* _ABOUT THIS EXERCISE_: In the entries below, find the string "Grönacker" and return each line holding it.

[Stored items]
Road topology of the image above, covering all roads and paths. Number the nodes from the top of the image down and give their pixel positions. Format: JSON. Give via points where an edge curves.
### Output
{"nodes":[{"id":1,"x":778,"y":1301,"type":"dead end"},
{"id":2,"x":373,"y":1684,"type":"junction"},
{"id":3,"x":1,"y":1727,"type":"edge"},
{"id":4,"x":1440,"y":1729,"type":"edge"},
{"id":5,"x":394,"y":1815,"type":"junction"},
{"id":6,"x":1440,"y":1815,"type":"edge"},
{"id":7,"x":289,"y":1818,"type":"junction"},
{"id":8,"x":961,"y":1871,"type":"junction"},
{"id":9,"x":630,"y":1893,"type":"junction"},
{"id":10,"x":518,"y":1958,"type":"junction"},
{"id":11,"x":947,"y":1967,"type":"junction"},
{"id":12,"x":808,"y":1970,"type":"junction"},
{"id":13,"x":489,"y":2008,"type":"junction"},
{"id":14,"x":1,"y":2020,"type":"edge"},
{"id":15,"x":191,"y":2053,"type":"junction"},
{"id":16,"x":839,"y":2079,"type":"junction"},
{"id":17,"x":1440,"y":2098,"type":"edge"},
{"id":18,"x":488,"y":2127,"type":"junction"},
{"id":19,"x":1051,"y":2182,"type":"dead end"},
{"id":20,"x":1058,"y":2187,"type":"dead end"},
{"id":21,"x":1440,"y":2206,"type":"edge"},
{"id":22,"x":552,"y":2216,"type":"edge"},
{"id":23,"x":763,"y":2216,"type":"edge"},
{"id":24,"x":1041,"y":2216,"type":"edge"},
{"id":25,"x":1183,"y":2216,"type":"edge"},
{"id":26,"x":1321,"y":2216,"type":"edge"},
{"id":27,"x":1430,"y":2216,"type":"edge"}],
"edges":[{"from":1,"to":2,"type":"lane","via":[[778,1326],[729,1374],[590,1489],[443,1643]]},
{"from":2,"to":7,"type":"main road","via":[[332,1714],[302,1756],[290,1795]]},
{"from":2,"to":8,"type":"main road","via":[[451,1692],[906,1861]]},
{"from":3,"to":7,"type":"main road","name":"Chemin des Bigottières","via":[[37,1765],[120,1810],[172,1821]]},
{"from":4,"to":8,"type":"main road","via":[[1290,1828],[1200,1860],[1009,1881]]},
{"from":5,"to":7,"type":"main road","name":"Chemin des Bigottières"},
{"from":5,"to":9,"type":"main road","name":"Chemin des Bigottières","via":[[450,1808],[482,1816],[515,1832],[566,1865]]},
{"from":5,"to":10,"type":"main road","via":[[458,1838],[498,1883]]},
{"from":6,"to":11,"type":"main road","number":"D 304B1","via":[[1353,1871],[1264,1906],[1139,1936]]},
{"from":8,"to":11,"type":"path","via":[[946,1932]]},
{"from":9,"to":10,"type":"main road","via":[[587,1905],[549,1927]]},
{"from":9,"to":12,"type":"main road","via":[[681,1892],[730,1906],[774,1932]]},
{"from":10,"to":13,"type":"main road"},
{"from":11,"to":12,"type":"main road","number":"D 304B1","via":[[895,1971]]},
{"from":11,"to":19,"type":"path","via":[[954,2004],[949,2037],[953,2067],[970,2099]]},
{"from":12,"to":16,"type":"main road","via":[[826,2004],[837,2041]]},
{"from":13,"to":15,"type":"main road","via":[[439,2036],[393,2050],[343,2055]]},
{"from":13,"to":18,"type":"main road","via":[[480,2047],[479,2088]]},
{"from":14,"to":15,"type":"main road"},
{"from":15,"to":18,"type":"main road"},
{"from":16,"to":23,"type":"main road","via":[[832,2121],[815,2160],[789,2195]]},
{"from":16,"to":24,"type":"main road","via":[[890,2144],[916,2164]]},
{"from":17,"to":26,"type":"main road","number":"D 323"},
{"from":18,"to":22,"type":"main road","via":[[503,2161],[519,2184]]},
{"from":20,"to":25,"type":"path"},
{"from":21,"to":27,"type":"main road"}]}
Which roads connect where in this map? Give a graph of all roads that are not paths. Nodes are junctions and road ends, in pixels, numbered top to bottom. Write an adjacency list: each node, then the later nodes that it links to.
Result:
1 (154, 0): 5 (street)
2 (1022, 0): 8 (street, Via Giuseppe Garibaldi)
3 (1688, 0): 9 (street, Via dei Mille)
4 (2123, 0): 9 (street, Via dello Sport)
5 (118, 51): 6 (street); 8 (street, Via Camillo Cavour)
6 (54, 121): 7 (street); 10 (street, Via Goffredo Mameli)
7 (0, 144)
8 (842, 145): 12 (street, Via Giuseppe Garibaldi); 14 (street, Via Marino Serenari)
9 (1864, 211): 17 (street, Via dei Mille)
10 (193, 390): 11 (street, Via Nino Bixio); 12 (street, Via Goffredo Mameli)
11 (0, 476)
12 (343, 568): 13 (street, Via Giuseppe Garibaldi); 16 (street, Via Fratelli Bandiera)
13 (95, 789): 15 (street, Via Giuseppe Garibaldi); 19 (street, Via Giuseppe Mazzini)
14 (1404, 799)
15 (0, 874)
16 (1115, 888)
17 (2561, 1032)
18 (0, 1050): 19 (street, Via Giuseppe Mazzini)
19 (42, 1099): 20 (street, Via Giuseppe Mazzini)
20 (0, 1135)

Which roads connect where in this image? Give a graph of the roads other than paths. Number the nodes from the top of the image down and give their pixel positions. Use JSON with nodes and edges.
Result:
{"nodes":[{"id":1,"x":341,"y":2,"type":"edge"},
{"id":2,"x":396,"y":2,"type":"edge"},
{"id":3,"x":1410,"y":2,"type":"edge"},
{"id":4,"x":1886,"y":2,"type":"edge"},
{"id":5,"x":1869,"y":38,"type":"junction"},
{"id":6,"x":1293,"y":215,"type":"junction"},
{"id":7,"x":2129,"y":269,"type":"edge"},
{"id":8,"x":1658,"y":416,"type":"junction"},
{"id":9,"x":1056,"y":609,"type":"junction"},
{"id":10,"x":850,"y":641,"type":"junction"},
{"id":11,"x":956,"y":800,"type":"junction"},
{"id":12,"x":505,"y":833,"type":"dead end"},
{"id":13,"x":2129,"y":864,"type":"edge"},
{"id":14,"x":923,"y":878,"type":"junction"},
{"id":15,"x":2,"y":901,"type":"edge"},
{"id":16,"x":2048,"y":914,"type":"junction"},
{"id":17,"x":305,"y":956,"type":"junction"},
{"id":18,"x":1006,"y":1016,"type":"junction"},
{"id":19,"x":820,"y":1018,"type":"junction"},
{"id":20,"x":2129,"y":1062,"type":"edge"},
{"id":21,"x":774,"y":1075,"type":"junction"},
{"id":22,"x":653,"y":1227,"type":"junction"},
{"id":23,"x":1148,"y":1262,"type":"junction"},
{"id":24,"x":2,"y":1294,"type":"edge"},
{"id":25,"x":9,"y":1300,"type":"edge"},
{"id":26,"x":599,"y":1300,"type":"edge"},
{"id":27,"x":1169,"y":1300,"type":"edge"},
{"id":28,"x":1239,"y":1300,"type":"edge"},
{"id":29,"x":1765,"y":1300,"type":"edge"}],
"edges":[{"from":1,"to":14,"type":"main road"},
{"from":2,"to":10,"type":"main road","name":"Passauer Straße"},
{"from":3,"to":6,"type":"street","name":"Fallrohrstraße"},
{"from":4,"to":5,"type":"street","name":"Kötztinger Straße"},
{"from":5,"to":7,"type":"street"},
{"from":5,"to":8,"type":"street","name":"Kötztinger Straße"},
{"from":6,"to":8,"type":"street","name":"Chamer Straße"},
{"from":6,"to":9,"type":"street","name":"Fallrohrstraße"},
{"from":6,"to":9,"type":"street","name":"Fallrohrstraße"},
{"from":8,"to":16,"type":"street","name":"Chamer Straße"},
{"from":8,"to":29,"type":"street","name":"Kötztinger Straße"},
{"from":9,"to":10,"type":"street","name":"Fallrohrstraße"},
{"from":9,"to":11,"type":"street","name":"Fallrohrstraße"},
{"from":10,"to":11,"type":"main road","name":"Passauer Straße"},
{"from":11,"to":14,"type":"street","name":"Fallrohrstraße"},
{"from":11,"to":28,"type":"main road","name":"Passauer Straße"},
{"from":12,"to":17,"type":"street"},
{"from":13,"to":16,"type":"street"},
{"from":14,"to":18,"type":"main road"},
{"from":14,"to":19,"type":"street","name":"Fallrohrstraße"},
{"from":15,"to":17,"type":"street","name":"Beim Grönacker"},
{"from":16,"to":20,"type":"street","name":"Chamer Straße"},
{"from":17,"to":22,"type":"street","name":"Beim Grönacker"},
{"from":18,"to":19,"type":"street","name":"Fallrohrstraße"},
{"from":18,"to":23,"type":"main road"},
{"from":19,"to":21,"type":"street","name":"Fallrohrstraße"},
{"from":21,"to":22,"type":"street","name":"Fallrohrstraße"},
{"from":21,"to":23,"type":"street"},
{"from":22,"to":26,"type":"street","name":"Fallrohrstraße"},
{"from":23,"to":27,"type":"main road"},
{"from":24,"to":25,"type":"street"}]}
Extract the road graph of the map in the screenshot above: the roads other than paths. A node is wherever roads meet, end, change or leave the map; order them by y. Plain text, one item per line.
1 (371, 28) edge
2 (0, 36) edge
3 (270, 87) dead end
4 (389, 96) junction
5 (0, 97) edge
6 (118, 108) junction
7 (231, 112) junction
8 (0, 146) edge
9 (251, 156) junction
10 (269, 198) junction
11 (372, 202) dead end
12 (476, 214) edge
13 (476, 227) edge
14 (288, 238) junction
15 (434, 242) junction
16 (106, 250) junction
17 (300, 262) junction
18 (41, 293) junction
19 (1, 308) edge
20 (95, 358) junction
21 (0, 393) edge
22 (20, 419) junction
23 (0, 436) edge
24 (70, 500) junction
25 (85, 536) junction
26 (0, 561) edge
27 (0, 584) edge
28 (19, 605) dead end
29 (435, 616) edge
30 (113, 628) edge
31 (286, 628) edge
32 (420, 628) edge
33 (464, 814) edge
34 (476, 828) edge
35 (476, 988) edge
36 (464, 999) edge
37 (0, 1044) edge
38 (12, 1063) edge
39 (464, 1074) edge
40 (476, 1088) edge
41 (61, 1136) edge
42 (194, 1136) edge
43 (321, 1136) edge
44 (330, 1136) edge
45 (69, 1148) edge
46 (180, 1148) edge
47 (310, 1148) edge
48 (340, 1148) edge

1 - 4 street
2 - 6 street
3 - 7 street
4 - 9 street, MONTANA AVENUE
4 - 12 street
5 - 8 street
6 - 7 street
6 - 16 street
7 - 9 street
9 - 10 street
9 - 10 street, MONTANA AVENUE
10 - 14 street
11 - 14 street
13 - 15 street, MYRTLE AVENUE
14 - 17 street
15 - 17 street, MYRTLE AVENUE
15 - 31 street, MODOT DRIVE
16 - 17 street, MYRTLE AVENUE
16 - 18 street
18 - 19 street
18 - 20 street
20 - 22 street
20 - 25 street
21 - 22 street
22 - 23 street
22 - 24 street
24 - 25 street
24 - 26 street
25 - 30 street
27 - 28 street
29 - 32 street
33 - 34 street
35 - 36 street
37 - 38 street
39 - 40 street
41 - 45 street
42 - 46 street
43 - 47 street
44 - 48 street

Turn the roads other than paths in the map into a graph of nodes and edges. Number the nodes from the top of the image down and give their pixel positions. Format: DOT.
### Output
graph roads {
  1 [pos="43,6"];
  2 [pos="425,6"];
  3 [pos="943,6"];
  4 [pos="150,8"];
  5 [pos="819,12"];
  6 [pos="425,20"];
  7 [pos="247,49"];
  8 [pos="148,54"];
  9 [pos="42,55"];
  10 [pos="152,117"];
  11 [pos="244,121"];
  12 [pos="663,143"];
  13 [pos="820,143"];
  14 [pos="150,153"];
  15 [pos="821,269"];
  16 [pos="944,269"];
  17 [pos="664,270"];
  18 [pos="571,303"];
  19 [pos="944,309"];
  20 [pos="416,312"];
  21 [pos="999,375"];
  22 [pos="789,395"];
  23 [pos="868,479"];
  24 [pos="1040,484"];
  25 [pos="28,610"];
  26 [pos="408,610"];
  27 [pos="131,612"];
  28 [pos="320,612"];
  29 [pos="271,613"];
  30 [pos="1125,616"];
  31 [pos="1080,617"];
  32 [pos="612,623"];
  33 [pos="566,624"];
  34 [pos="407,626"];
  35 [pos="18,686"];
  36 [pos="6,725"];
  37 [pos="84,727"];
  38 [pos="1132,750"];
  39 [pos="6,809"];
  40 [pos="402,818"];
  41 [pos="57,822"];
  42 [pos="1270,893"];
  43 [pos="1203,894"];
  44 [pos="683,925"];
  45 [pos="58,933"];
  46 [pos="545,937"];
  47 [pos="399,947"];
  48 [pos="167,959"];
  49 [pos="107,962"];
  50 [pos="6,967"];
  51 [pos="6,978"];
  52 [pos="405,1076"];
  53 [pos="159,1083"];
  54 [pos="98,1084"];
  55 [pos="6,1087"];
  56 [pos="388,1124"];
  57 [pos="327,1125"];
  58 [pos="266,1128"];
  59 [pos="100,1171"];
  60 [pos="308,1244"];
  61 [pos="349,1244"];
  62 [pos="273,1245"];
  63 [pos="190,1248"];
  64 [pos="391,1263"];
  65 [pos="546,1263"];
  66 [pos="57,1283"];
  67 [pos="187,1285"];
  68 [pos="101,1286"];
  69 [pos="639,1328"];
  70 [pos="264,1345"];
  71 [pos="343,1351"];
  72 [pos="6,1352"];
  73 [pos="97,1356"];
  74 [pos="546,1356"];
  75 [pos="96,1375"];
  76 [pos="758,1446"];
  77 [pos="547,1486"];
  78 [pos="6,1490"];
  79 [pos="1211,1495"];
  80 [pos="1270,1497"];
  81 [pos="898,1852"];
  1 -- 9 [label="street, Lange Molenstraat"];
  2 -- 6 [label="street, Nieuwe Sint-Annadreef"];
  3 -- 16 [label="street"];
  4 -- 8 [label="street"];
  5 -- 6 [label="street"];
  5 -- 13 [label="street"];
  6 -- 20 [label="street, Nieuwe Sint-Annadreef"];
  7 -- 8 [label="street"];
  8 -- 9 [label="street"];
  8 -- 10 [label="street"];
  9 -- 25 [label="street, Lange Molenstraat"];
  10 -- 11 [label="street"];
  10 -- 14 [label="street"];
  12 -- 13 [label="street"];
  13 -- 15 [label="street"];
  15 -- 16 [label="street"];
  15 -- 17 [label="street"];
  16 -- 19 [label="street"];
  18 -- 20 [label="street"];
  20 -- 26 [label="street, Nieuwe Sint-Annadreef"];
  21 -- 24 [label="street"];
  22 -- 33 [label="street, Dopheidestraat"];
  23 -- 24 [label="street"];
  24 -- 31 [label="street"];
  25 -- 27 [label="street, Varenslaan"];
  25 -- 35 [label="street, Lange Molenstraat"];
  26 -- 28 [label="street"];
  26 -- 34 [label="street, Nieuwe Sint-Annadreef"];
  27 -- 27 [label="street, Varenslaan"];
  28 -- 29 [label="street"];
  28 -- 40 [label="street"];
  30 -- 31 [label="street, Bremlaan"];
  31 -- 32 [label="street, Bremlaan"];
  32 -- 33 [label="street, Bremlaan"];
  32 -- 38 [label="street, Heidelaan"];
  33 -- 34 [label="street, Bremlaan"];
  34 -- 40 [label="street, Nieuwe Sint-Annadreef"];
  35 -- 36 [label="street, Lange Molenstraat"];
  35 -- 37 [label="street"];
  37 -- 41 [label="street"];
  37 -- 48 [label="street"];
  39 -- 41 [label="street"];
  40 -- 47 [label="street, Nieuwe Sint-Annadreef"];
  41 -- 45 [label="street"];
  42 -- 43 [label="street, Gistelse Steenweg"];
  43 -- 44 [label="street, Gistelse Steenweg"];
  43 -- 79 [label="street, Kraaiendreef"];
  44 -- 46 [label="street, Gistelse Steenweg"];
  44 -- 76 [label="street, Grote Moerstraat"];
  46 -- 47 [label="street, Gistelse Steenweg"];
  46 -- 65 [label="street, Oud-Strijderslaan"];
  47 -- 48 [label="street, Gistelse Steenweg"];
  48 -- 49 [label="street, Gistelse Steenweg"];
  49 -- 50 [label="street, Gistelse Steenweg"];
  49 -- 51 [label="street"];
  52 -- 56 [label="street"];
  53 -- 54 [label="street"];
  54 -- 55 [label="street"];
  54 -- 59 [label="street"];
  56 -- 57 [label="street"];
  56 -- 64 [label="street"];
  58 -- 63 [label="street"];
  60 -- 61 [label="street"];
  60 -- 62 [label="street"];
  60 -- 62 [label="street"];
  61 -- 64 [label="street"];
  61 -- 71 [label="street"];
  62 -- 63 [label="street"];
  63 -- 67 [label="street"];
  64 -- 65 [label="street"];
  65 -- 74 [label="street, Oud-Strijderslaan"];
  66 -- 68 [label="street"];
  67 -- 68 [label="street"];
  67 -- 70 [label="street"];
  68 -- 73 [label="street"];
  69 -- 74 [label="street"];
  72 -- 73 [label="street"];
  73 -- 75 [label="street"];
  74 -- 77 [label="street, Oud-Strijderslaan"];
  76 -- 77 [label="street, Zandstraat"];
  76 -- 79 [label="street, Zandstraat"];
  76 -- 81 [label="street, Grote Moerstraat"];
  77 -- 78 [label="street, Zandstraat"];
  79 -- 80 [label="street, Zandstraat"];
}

* _WORKED SOLUTION_:
{"from":15,"to":17,"type":"street","name":"Beim Grönacker"},
{"from":17,"to":22,"type":"street","name":"Beim Grönacker"},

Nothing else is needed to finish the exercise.